╭─ Source data

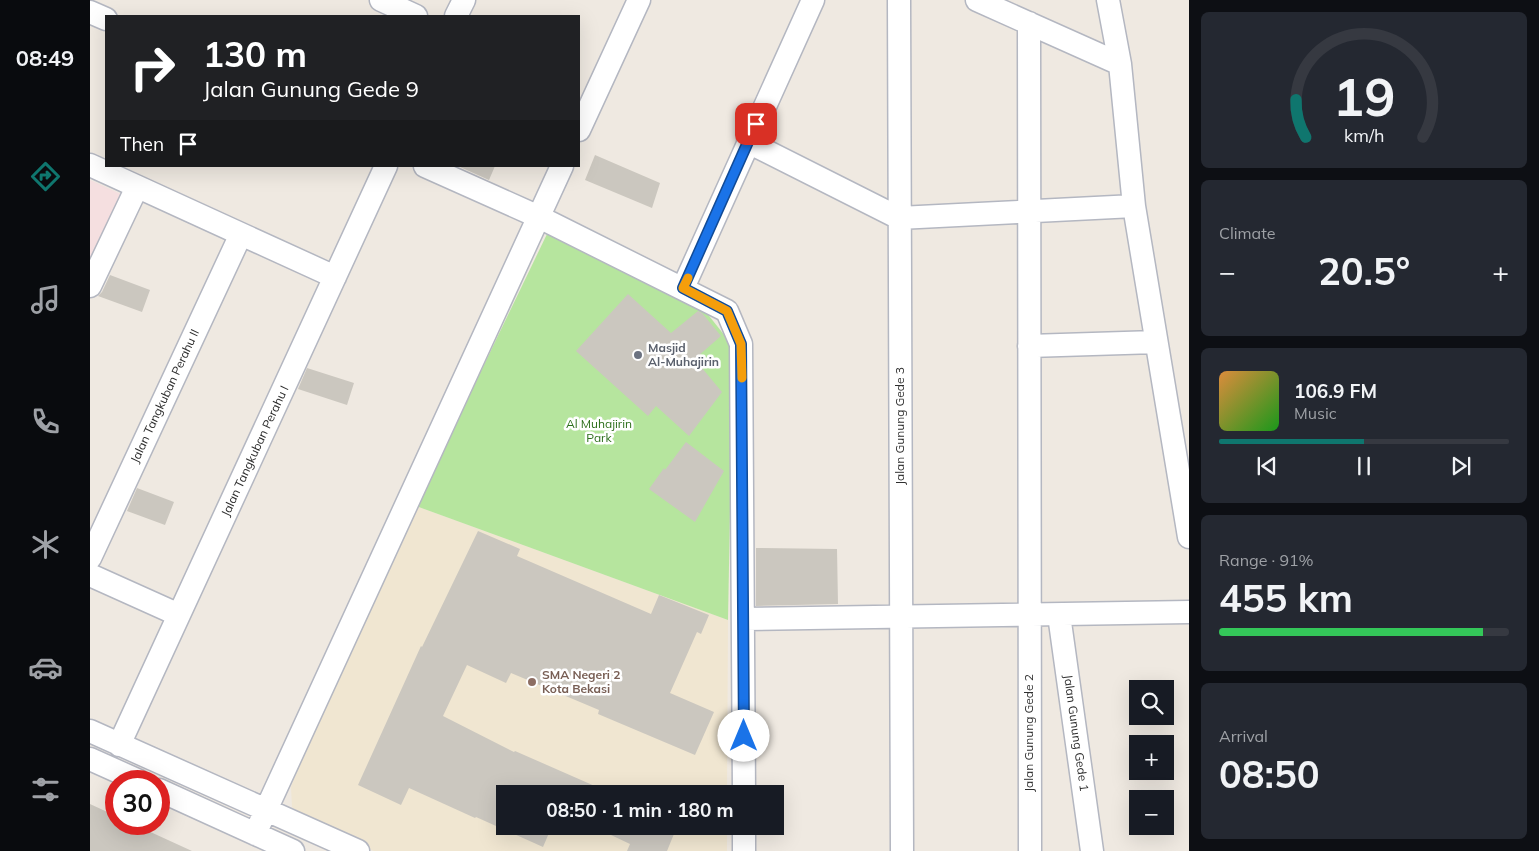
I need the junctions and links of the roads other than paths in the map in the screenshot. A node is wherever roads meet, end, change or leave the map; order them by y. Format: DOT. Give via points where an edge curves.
graph roads {
  1 [pos="381,0"];
  2 [pos="464,0"];
  3 [pos="639,0"];
  4 [pos="813,0"];
  5 [pos="899,0"];
  6 [pos="977,0"];
  7 [pos="1108,0"];
  8 [pos="90,12"];
  9 [pos="414,15"];
  10 [pos="456,15"];
  11 [pos="105,19"];
  12 [pos="1029,23"];
  13 [pos="1120,64"];
  14 [pos="580,128"];
  15 [pos="748,142"];
  16 [pos="90,165"];
  17 [pos="386,167"];
  18 [pos="427,167"];
  19 [pos="562,167"];
  20 [pos="137,187"];
  21 [pos="1134,206"];
  22 [pos="1028,212"];
  23 [pos="539,217"];
  24 [pos="899,218"];
  25 [pos="241,234"];
  26 [pos="335,277"];
  27 [pos="90,286"];
  28 [pos="683,288"];
  29 [pos="1156,342"];
  30 [pos="1029,346"];
  31 [pos="1189,537"];
  32 [pos="90,558"];
  33 [pos="90,575"];
  34 [pos="1189,612"];
  35 [pos="1059,614"];
  36 [pos="179,615"];
  37 [pos="1029,615"];
  38 [pos="901,617"];
  39 [pos="743,619"];
  40 [pos="90,731"];
  41 [pos="122,740"];
  42 [pos="90,759"];
  43 [pos="114,770"];
  44 [pos="744,785"];
  45 [pos="170,795"];
  46 [pos="266,810"];
  47 [pos="255,834"];
  48 [pos="744,835"];
  49 [pos="293,851"];
  50 [pos="358,851"];
  51 [pos="744,851"];
  52 [pos="902,851"];
  53 [pos="1030,851"];
  54 [pos="1092,851"];
  1 -- 9 [label="street"];
  2 -- 10 [label="street"];
  3 -- 14 [label="street"];
  4 -- 15 [label="street"];
  5 -- 24 [label="street, Jalan Gunung Gede 3"];
  6 -- 12 [label="street"];
  7 -- 13 [label="street"];
  8 -- 11 [label="street"];
  12 -- 13 [label="street"];
  12 -- 22 [label="street, Jalan Gunung Gede 2"];
  13 -- 21 [label="street"];
  15 -- 24 [label="street"];
  15 -- 28 [label="street"];
  16 -- 20 [label="street"];
  17 -- 26 [label="street, Jalan Tangkuban Perahu I"];
  18 -- 23 [label="street"];
  19 -- 23 [label="street"];
  20 -- 25 [label="street"];
  20 -- 27 [label="street"];
  21 -- 22 [label="street"];
  21 -- 29 [label="street"];
  22 -- 24 [label="street"];
  22 -- 30 [label="street, Jalan Gunung Gede 2"];
  23 -- 28 [label="street"];
  23 -- 46 [label="street"];
  24 -- 38 [label="street, Jalan Gunung Gede 3"];
  25 -- 26 [label="street"];
  25 -- 32 [label="street, Jalan Tangkuban Perahu II"];
  26 -- 36 [label="street, Jalan Tangkuban Perahu I"];
  28 -- 39 [label="street" via="727,311 741,344"];
  29 -- 30 [label="street"];
  29 -- 31 [label="street"];
  30 -- 37 [label="street, Jalan Gunung Gede 2"];
  33 -- 36 [label="street"];
  34 -- 35 [label="street"];
  35 -- 37 [label="street"];
  35 -- 54 [label="street, Jalan Gunung Gede 1"];
  36 -- 41 [label="street, Jalan Tangkuban Perahu I"];
  37 -- 38 [label="street"];
  37 -- 53 [label="street, Jalan Gunung Gede 2"];
  38 -- 39 [label="street"];
  38 -- 52 [label="street, Jalan Gunung Gede 3"];
  39 -- 44 [label="street"];
  40 -- 41 [label="street"];
  41 -- 46 [label="street"];
  42 -- 43 [label="street"];
  45 -- 47 [label="street"];
  46 -- 47 [label="street"];
  46 -- 50 [label="street"];
  47 -- 49 [label="street"];
  48 -- 51 [label="street"];
}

╰─

» **Required action**
Show every line of the records above that contains the word "Jalan".

» **Completed exercise**
  5 -- 24 [label="street, Jalan Gunung Gede 3"];
  12 -- 22 [label="street, Jalan Gunung Gede 2"];
  17 -- 26 [label="street, Jalan Tangkuban Perahu I"];
  22 -- 30 [label="street, Jalan Gunung Gede 2"];
  24 -- 38 [label="street, Jalan Gunung Gede 3"];
  25 -- 32 [label="street, Jalan Tangkuban Perahu II"];
  26 -- 36 [label="street, Jalan Tangkuban Perahu I"];
  30 -- 37 [label="street, Jalan Gunung Gede 2"];
  35 -- 54 [label="street, Jalan Gunung Gede 1"];
  36 -- 41 [label="street, Jalan Tangkuban Perahu I"];
  37 -- 53 [label="street, Jalan Gunung Gede 2"];
  38 -- 52 [label="street, Jalan Gunung Gede 3"];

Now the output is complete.